Öyle olunca, hem biraz hava alalım, hem de ben kendime fotoğraf çekecek birşeyler bulurum belki düşüncesi ile çok da planlı olmayaraktan attık kendimizi dışarı…
Eminönü’ ne doğru uzanmıştık ki; beni dürtenler açık bulduğum birkaç tuhafiyeye sürükleyince hafiften, tehlike çanlarını duyan eşim tarafından bizzat uzaklaştırıldım oralardan :))
Derken gözüme çarpan papatyaların yanında geçirdiğim dakikalar ve eşime “Hadi, biraz da sen beni çek” diyerek fotoğraf makinesini eline tutuşturmamla papatyalarla çocuklaşmam (Gerçi, hiç büyümedim ki ben) işte böyle bir Pazar hatırası olarak kaldılar bize…

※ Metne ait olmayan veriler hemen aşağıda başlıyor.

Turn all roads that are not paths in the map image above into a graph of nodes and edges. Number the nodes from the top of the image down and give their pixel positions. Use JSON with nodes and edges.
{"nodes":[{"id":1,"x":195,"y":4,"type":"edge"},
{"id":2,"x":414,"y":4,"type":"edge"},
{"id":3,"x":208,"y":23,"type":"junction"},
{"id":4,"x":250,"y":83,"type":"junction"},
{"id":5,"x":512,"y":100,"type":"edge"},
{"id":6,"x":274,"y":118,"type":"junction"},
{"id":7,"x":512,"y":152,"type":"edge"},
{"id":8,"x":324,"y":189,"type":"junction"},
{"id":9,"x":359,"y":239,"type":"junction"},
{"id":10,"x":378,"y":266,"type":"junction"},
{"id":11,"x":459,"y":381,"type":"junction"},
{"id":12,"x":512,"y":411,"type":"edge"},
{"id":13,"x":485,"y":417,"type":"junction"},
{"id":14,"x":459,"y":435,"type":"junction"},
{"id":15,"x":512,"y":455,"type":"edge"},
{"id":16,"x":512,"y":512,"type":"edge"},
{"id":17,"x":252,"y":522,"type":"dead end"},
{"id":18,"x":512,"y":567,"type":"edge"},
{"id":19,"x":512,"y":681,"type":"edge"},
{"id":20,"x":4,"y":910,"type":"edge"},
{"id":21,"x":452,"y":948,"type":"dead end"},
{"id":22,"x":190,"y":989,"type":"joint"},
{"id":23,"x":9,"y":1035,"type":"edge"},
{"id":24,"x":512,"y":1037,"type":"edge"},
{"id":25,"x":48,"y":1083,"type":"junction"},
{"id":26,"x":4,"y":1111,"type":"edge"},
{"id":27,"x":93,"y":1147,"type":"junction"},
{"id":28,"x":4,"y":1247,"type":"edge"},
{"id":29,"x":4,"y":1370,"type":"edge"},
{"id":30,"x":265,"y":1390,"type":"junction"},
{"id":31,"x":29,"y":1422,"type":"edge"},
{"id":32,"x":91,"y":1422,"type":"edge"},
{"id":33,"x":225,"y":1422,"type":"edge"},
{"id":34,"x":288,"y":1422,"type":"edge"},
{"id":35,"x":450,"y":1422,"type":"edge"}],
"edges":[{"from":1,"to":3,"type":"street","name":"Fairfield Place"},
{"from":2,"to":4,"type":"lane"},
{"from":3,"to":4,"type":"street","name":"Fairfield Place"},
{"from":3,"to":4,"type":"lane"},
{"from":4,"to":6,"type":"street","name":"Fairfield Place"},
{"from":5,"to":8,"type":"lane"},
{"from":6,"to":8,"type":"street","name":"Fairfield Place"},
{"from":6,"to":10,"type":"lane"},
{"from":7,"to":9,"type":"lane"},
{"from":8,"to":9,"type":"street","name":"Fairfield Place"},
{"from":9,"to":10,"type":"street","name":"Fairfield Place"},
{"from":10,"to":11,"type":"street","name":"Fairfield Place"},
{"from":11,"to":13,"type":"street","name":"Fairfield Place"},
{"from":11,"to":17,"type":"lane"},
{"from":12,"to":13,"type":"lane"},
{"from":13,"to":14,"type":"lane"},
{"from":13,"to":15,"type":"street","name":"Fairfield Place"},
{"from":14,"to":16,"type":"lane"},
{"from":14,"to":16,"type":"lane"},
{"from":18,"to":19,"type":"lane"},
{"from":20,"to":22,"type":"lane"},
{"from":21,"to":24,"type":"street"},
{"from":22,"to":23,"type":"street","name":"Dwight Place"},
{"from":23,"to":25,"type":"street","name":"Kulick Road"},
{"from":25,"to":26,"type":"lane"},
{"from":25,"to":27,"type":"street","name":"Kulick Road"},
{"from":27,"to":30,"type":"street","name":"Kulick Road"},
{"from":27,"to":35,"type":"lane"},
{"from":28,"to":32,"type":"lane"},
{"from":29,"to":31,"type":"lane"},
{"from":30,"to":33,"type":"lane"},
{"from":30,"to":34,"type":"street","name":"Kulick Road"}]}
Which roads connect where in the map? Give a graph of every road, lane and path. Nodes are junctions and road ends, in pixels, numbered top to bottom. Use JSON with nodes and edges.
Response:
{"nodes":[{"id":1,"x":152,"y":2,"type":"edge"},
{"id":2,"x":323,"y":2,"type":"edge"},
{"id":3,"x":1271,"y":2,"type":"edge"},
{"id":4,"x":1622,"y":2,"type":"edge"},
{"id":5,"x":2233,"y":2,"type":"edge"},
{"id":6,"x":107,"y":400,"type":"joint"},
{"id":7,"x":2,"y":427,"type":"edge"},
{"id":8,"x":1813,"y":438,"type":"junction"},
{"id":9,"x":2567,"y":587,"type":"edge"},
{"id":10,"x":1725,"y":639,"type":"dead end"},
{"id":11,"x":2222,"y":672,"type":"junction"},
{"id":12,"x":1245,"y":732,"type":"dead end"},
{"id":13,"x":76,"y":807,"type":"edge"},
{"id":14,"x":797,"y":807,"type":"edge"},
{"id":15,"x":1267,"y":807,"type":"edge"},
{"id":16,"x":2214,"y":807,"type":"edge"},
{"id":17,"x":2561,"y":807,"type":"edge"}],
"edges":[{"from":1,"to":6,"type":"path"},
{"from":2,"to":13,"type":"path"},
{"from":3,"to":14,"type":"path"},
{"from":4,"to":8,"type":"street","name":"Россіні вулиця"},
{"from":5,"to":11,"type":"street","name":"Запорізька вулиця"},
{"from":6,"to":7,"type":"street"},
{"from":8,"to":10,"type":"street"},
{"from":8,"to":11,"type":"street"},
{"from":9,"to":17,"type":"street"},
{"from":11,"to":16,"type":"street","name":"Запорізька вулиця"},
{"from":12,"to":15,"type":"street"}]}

Gerçi tek olsaydım o papatyaların benden çekeceği vardı da artık başka bahara :)) Ne diyeyim, bir gün bu papatyalarla yolda yalnız başıma karşılaşmak, işte tam da o sırada yanımda yine fotoğraf makinemin bulunması ümidi ile :) Bu vesileyle, herkese mutlu bir hafta dilerim *-*
Dip Not: Bugün benim için haftanın ilk ve son iş günü – farklı bir Pazartesi, sendromsuz olanından :))
9 yorumlar
Uzun zamandır görmüyorduk seni iyi oldu, özlemişiz. Hayırdır işine ne oldu
en sevdiğim çiçektir papatya:))harika fotoğraflar…
kimbilir Büyükada’ya gitsen neler neler çekecektin. fotoğraflar da sen de çok güzelsiniz!
tosbagalarr; Hmmm, diğer yazımda değinmiştim aslında :) Annem geliyor da, izne çıktım ;)
alonenes; Teşekkürler :)
Antigone; Teşekkür ederim canım :) Büyükada’ ya da bir gün giderim inşallah :)
tekrar merhaba,
sen ve papatyalar bütünleşmişsiniz,renkli,canlı,sevecen ve cıvıl cıvıl her şey.Annenin gelmesi sevindirdi beni ,gülen yüzünüz hiç solmasın.. :))
Papatyalar ve sen harikasınız….
Süper… Papatyalar ve siz çok güzel uyum sağlamışsınız.Gülen yüzünüz hiç solmasın.